3.1 唇形科植物脚6基脚6基焦磷酸合酶核苷酸序列的结构及其氨基酸序列的理化性质

利用ORF Finder和ProtParam在线工具对唇形科9种植物GGPS氨基酸序列进行理化性质分析（表2）。可知其核苷酸序列的起始密码子均为ATG，终止密码子均为TGA。氨基酸残基（amino acids，aa）数在346～379 aa；各蛋白序列的相对分子质量为37 424.3～41 299.7 kDa，中位值为39 408.66 kDa；理论等电点均在6 PI左右，平均6.33 PI，提示GGPS蛋白为酸性蛋白。

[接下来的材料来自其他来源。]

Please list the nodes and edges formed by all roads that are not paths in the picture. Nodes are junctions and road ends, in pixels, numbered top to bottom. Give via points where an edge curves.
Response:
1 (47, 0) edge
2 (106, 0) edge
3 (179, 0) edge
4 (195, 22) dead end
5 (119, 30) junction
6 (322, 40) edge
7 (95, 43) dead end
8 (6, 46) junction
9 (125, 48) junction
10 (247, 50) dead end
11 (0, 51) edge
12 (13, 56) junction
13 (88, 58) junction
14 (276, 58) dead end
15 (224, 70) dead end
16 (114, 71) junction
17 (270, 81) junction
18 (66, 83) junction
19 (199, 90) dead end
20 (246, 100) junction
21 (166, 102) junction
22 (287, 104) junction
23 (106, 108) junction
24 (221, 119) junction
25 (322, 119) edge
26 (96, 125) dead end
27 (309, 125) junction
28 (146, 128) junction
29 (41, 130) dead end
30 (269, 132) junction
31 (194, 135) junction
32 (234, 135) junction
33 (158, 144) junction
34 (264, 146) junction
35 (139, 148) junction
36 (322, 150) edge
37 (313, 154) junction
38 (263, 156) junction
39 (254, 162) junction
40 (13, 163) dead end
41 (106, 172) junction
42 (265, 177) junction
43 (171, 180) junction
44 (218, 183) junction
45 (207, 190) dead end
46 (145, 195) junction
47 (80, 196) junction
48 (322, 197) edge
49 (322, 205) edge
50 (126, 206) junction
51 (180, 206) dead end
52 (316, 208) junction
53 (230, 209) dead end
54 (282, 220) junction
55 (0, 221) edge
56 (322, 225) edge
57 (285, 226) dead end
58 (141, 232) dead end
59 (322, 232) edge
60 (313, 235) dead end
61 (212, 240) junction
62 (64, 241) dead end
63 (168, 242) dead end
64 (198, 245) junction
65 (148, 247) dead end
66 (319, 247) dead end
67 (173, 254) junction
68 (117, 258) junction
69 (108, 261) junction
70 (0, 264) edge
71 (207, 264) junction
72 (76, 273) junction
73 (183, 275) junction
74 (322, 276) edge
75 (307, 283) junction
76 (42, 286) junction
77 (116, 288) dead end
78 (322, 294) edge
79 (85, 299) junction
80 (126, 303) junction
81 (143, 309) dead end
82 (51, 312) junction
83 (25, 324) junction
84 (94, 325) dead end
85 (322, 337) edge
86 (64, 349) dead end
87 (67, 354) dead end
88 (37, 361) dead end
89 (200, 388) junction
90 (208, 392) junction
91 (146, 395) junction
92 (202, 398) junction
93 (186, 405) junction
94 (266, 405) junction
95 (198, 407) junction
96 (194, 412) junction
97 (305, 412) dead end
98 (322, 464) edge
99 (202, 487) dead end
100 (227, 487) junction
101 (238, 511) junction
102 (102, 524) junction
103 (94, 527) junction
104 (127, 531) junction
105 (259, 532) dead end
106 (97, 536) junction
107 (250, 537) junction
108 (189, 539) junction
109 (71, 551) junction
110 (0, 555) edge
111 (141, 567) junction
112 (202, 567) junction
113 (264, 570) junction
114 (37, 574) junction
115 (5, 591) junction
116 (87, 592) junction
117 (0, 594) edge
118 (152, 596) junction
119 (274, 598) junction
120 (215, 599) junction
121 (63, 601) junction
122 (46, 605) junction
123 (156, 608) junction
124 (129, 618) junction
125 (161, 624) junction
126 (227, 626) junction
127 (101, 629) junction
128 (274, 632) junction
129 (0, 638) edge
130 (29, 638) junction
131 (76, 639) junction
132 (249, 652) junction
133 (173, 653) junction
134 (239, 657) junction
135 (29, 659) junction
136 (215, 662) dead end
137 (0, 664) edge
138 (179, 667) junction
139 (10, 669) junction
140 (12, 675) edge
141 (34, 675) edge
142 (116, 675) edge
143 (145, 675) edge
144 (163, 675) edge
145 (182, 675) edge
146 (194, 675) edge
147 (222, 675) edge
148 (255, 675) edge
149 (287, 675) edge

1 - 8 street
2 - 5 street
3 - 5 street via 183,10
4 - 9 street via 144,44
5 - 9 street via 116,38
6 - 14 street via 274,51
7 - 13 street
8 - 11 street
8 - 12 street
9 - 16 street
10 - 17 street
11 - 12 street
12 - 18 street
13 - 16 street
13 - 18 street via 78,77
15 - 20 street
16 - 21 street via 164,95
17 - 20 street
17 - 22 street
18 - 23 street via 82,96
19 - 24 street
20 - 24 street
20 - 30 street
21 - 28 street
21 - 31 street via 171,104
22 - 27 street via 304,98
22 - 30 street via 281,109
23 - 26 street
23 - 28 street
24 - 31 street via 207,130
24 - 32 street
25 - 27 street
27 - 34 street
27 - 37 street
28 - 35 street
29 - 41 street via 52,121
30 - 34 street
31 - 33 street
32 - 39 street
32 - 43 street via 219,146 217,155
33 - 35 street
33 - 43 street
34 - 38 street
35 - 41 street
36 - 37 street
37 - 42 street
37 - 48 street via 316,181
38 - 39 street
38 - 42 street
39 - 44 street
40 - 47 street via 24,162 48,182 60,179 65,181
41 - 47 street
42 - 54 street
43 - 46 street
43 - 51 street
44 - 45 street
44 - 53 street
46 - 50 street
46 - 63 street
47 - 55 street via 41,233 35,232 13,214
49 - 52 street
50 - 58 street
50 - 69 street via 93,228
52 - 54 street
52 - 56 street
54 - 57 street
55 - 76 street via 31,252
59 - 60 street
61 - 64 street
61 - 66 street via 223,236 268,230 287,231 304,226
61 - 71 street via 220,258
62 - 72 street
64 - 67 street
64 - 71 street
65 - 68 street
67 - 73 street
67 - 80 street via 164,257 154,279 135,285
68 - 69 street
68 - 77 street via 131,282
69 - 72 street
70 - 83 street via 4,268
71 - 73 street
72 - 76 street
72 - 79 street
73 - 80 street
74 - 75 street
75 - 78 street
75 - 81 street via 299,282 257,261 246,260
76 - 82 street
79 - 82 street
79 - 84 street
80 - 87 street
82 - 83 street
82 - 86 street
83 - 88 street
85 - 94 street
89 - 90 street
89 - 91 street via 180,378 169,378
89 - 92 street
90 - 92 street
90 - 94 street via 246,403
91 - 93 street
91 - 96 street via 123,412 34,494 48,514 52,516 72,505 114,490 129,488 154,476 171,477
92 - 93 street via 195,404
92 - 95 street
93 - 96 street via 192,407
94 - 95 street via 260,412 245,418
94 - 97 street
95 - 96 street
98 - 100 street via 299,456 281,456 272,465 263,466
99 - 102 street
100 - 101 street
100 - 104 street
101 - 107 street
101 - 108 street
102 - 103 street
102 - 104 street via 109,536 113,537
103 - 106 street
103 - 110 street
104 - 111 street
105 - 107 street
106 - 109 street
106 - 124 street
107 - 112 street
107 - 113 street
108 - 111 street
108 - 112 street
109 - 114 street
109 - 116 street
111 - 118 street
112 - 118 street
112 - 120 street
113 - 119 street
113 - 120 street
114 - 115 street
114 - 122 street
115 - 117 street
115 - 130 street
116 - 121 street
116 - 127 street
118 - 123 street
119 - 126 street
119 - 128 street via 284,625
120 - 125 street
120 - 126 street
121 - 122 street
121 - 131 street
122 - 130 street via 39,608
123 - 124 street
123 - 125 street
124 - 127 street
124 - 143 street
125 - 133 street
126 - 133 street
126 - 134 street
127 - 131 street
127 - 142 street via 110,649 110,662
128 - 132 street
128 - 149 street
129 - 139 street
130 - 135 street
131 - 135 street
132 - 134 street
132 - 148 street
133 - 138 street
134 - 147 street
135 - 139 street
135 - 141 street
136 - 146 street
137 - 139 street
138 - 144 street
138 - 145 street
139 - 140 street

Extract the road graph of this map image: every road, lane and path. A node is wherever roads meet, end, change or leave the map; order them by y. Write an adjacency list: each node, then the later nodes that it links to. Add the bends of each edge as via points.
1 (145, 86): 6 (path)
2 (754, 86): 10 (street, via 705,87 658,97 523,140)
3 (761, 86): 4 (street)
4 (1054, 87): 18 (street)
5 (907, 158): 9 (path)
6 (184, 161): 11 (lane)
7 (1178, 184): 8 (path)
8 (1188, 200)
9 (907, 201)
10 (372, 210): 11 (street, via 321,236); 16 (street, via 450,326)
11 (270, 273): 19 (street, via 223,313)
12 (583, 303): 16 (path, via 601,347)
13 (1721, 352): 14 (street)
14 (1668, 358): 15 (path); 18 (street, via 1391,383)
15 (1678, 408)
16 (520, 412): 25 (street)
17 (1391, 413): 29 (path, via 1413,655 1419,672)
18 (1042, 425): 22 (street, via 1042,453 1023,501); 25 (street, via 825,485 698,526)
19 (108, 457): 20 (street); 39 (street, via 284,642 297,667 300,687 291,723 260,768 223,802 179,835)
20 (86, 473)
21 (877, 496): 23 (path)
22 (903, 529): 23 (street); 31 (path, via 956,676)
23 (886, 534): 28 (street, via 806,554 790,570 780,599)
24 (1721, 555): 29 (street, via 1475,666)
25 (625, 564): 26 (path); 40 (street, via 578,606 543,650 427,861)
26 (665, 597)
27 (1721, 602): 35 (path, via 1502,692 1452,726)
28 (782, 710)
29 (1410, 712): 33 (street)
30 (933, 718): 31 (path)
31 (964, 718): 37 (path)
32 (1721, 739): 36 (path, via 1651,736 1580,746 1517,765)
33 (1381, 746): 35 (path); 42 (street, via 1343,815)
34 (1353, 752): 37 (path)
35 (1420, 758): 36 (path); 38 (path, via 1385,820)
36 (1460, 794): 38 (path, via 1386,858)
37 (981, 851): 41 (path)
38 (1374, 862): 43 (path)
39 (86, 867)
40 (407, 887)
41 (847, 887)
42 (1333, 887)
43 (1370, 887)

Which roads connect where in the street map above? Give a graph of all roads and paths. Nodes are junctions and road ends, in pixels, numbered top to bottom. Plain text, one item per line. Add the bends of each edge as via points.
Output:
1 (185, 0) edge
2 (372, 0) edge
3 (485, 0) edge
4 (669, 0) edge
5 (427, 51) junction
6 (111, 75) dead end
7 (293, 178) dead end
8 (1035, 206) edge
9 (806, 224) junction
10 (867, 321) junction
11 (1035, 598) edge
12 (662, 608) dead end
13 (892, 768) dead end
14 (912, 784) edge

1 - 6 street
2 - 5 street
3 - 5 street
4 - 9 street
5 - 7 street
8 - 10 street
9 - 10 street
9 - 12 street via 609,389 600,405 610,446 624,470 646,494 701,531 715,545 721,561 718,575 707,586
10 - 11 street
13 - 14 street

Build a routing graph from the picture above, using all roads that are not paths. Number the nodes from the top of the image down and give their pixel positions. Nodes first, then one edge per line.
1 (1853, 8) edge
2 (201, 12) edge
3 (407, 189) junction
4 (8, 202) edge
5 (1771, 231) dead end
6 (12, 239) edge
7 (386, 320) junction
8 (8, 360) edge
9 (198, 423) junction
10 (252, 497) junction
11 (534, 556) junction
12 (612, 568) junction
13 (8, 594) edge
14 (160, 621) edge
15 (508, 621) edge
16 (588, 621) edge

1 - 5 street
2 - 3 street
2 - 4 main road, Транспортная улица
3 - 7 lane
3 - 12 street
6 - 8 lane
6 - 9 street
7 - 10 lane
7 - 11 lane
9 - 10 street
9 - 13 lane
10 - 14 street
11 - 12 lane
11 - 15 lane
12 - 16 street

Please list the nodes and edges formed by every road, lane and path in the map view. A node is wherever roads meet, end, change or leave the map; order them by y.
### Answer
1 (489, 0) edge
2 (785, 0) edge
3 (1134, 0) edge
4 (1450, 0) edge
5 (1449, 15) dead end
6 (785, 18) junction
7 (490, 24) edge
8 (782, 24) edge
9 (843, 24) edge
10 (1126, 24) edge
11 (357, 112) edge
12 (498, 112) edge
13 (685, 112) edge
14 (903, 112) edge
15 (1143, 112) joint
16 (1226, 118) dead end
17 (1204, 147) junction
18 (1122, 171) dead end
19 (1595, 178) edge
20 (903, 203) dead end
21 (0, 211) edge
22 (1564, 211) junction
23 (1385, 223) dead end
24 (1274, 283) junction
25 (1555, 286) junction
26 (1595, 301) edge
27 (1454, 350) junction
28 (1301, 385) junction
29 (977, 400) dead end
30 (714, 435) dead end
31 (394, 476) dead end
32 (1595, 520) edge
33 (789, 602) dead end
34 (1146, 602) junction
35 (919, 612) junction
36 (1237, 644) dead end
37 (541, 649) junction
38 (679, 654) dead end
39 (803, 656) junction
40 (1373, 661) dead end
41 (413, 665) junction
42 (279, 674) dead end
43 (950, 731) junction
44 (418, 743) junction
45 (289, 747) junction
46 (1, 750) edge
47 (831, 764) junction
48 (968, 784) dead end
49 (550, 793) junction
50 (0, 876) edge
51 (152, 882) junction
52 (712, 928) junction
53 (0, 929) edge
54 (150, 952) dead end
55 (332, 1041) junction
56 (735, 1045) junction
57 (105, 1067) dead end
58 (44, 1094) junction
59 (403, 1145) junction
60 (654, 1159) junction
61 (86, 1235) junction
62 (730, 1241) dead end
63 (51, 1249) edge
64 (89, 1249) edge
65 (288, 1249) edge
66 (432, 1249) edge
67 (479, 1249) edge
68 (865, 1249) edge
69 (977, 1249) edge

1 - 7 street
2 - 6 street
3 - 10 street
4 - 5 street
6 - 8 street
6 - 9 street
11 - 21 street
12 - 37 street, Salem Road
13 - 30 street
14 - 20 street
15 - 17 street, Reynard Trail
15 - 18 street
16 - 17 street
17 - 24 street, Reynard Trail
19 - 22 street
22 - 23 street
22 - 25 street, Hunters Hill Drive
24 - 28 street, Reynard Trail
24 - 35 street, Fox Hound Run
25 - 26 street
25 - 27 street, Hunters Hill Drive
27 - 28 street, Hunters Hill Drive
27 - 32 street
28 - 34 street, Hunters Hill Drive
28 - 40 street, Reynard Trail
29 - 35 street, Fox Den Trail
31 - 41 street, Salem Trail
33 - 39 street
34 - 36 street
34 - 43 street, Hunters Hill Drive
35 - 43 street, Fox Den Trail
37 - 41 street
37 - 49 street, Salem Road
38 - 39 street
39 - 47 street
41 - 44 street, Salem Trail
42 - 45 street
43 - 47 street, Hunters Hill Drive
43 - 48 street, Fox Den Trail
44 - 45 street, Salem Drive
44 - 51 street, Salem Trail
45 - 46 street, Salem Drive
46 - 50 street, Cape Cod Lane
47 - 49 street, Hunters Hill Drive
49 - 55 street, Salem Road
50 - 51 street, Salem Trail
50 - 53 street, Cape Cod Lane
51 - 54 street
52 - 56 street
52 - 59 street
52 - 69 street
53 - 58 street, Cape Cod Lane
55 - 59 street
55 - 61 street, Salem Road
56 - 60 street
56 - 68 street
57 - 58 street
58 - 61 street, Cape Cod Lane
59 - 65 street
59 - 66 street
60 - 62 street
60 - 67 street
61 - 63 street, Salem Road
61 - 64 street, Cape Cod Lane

从GGPS氨基酸组成中可以看到，9种植物的GGPS蛋白除SmGGPS3外，所含酸性氨基酸残基比例均高于所含碱性氨基酸残基比例，进一步提示GGPS蛋白为酸性蛋白。各种植物GGPS蛋白中，含量最丰富的氨基酸残基主要集中在亮氨酸（Leu）、丙氨酸（Ala）、缬氨酸（Val），均不含硒半胱氨酸（Sec）、吡咯赖氨酸（Pyl）。总原子数，消光系数，基本一致。除SmGGPS1，PbGGPS，LcGGPS1的不稳定系数小于40，为稳定蛋白，其他均为不稳定蛋白。

3.2 脚6基脚6基焦磷酸合酶的信号肽、导肽，跨膜结构域，疏水性/亲水性和亚细胞定位特征

3.2.1 信号肽、导肽的预测和分析 信号肽（signal peptide）是分泌蛋白和膜蛋白以前体形式合成时在N端的15～30个氨基酸序列[21]。导肽（leader peptide）是一段引导新合成的肽链进入细胞器的识别序列[22]，导肽的预测与分析对蛋白质的功能分析、作用机制和作用途径等具有重要意义[23]。信号肽属于导肽的一部分，位于靠近N端的一段氨基酸序列，导肽功能的发挥需要信号肽的存在[24]。利用在线工具SignalP 4.1 Server的神经网络算法对9种唇形科植物的GGPS蛋白进行信号肽的预测，结果表明丹参GGPS氨基酸序列中不存在信号肽，毛喉鞘蕊花和米团花GGPS氨基酸序列进行信号肽预测也得到相类似的结果。通过在线预测工具TargetP 1.1Server，对唇形科植物GGPS氨基酸序列进行了预测。以SmGGPS1为例，预测可能性是4，即可能含有低相似度的N端叶绿体转运肽（chloroplast transit peptide）。转运肽序列长52个氨基酸，剪切位点位于Ser52～Ala53。无法确定SmGGPS1是否具有导肽，也未发现其导肽分裂位点。其他8种唇形科植物的GGPS预测分析结果显示，SmGGPS2的可靠性为5级，其余都在4级以上。LcGGPS4，LcGGPS5具有导肽分裂位点，具有导肽性，且它们的导肽很可能都是叶绿体转运肽，提示这些米团花中的GGPS蛋白合成后，可能转运到叶绿体中发挥作用。剩下与SmGGPS1相似，都不存在导肽分裂位点，不能确定具有何种导肽。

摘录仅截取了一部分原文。